Start of Given information

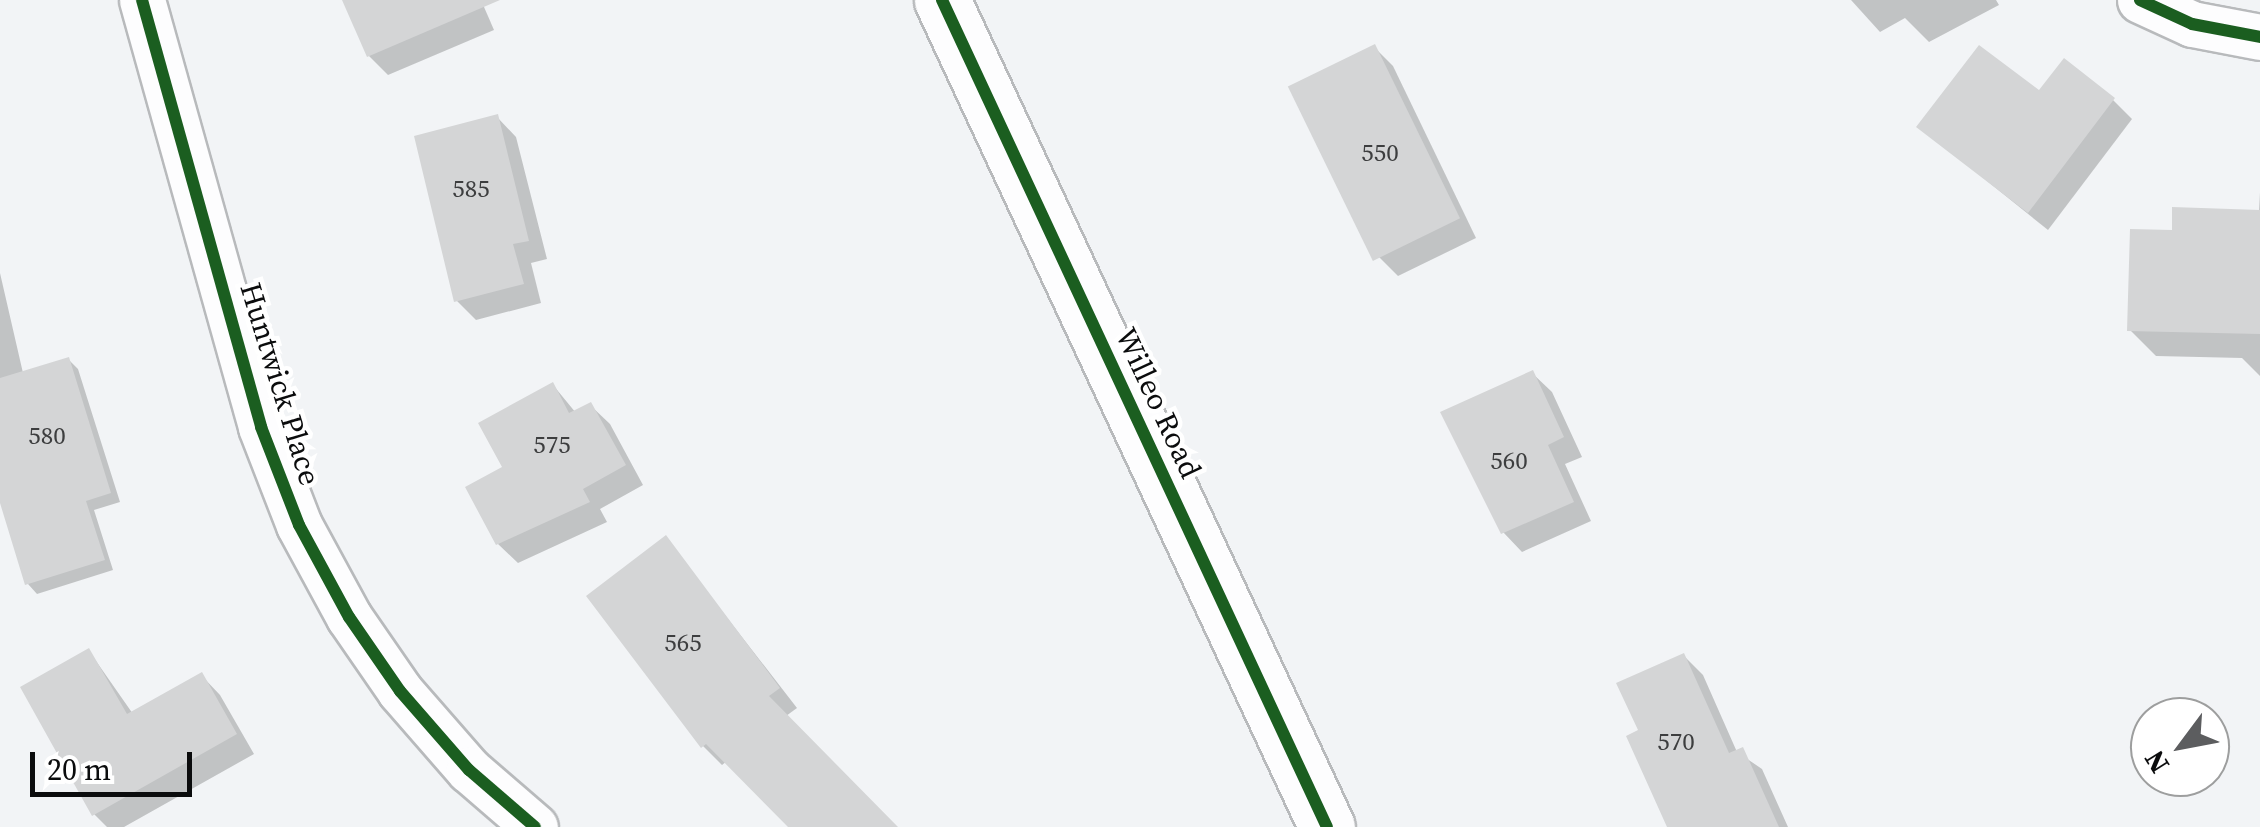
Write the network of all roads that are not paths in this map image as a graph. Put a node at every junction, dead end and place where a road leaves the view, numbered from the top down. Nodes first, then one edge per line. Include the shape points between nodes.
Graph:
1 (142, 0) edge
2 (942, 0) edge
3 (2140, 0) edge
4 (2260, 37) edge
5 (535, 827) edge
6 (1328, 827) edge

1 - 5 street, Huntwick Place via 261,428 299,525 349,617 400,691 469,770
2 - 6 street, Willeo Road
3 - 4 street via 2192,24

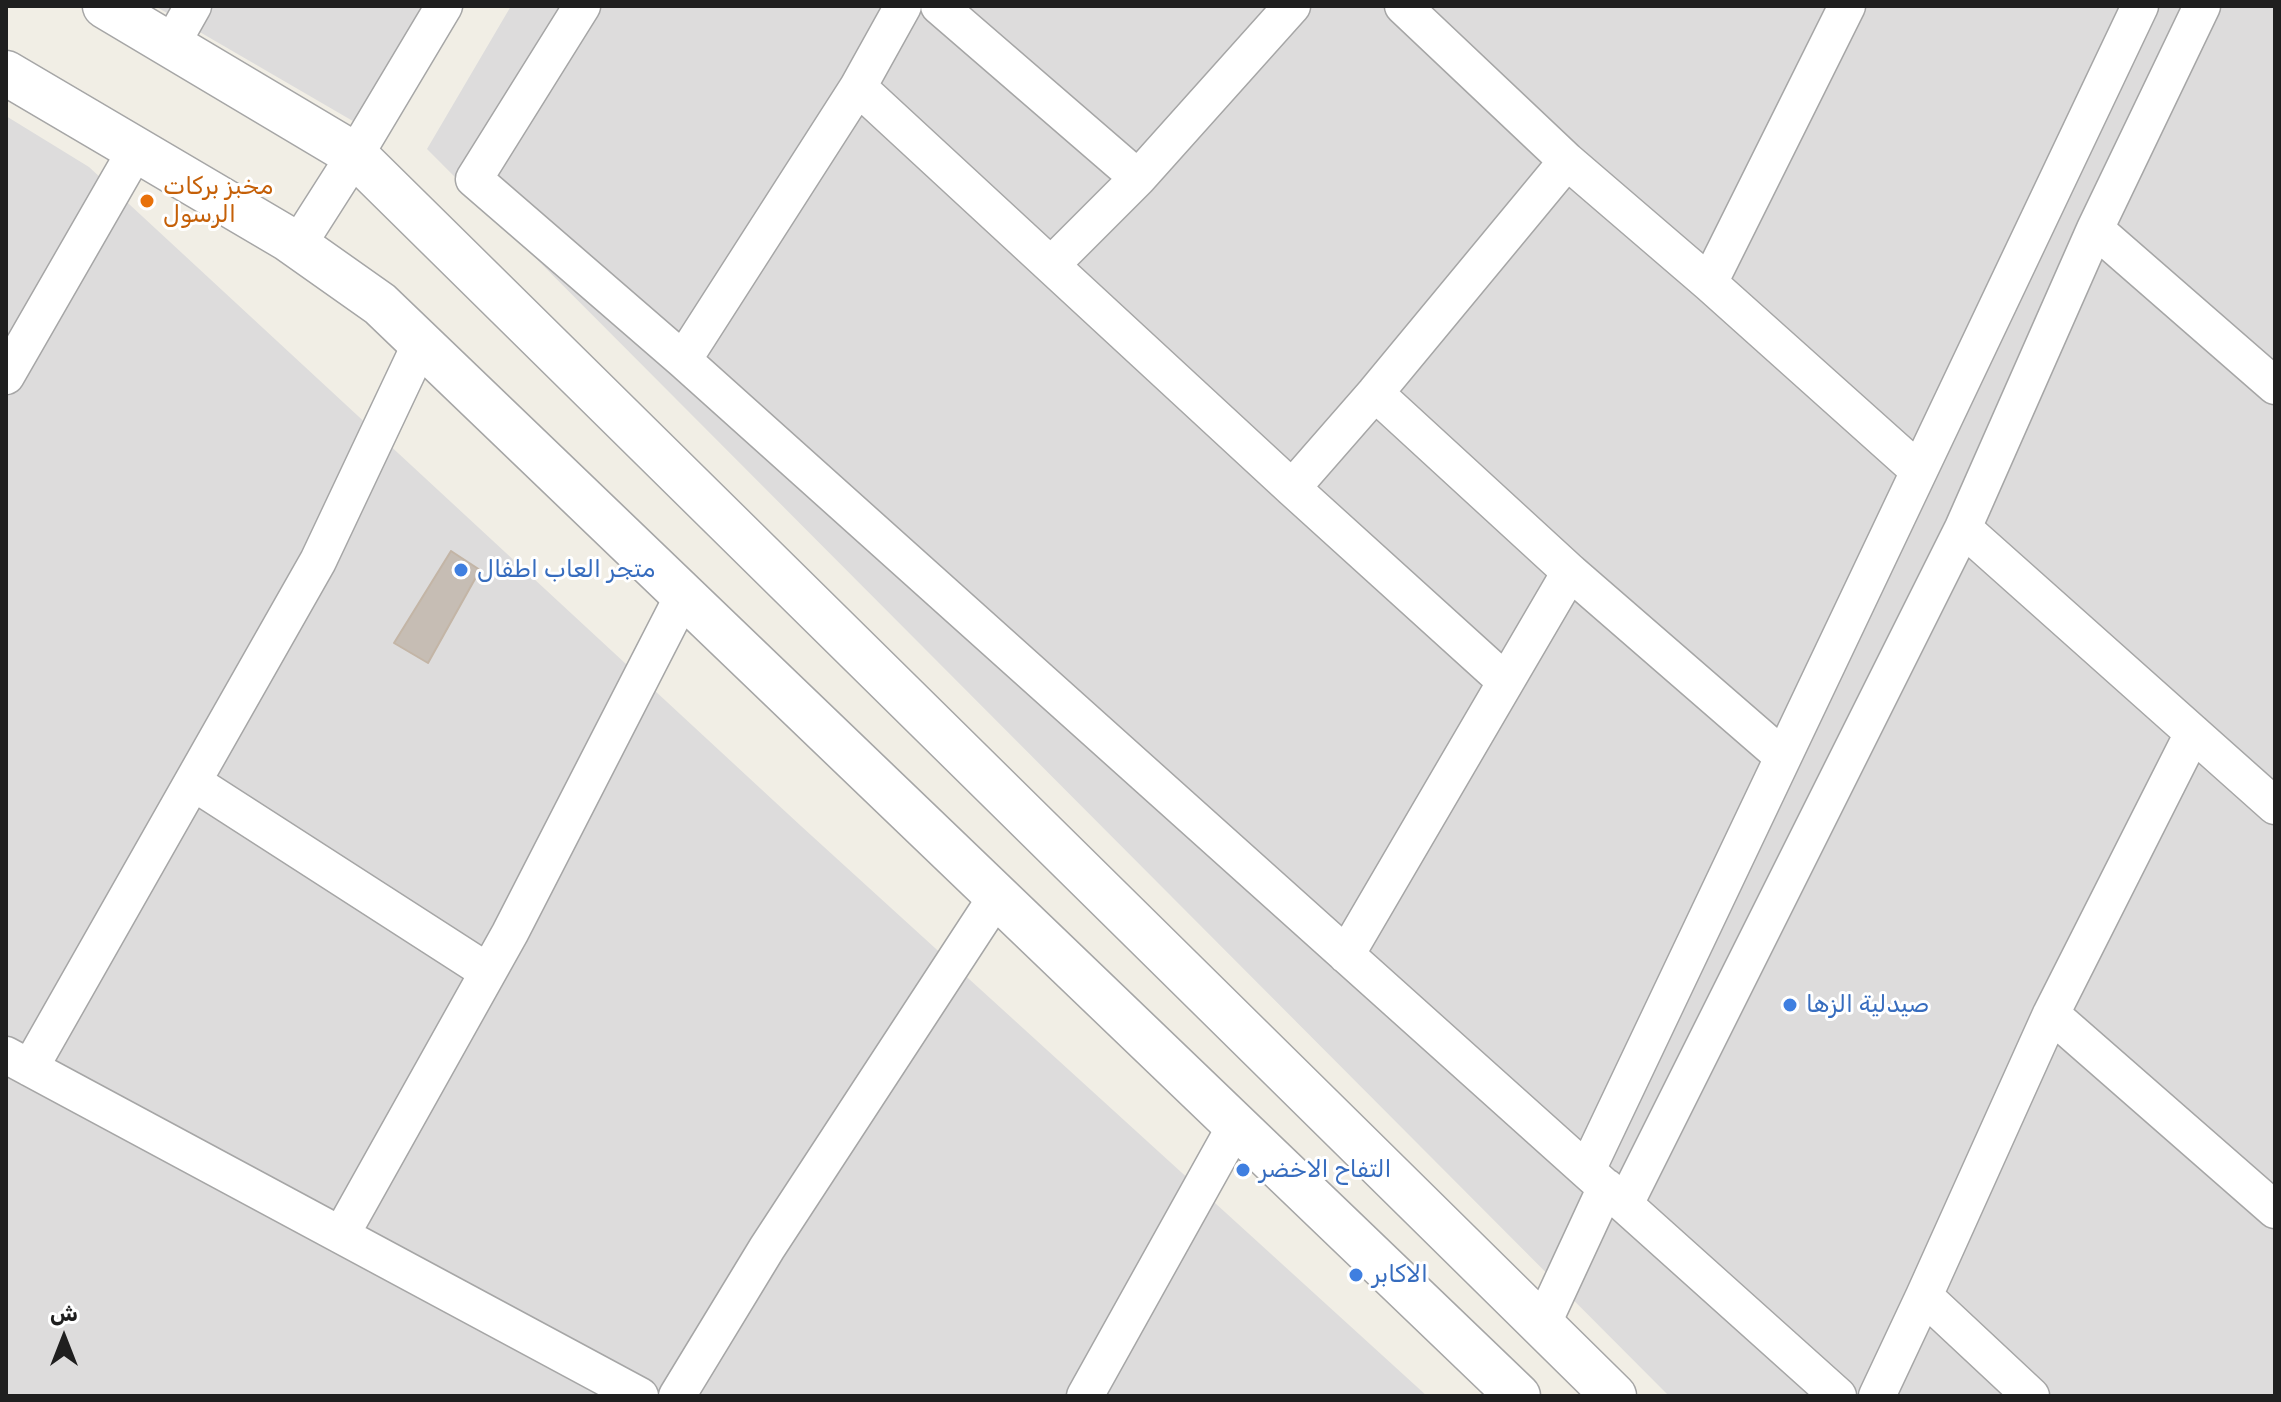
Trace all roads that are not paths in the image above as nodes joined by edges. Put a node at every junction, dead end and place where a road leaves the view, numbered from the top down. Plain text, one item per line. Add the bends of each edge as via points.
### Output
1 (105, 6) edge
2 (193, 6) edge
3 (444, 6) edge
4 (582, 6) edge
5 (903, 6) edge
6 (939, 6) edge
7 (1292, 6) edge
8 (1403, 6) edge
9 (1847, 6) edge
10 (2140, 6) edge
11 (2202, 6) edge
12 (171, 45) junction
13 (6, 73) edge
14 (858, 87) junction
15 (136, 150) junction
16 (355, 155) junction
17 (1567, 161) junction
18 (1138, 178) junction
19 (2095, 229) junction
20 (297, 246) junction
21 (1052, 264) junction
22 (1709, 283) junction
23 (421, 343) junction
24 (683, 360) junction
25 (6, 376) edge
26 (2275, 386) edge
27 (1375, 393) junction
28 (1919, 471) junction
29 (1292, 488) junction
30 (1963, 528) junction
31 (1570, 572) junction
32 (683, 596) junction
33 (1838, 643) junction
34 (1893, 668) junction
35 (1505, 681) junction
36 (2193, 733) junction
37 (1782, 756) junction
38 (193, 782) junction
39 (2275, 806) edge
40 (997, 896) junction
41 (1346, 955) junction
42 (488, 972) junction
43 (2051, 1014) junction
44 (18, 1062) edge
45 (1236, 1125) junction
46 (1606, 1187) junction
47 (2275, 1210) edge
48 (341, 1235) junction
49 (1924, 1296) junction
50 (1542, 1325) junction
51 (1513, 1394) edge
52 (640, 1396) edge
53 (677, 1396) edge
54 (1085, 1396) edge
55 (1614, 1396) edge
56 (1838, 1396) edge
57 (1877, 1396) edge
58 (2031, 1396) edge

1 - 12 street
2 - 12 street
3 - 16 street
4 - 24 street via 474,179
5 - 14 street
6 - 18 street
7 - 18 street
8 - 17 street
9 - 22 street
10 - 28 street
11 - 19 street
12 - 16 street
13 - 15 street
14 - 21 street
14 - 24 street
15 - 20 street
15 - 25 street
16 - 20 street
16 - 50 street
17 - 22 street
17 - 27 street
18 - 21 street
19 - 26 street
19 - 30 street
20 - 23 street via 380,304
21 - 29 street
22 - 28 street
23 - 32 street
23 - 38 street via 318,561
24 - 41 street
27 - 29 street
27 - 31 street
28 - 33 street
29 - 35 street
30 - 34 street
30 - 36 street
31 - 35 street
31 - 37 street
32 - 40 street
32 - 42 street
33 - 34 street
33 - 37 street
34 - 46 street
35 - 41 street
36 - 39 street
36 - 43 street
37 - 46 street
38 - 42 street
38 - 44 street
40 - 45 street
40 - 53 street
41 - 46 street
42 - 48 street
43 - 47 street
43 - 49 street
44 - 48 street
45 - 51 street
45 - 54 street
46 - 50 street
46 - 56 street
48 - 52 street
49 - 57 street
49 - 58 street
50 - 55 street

End of Given information

- _What you should do_: For this answer, return word for word the lines from the first line of the records through the line containing "Trace all roads". Omit the pictures.

- _Result of the task_:
Write the network of all roads that are not paths in this map image as a graph. Put a node at every junction, dead end and place where a road leaves the view, numbered from the top down. Nodes first, then one edge per line. Include the shape points between nodes.
Graph:
1 (142, 0) edge
2 (942, 0) edge
3 (2140, 0) edge
4 (2260, 37) edge
5 (535, 827) edge
6 (1328, 827) edge

1 - 5 street, Huntwick Place via 261,428 299,525 349,617 400,691 469,770
2 - 6 street, Willeo Road
3 - 4 street via 2192,24

Trace all roads that are not paths in the image above as nodes joined by edges. Put a node at every junction, dead end and place where a road leaves the view, numbered from the top down. Plain text, one item per line. Add the bends of each edge as via points.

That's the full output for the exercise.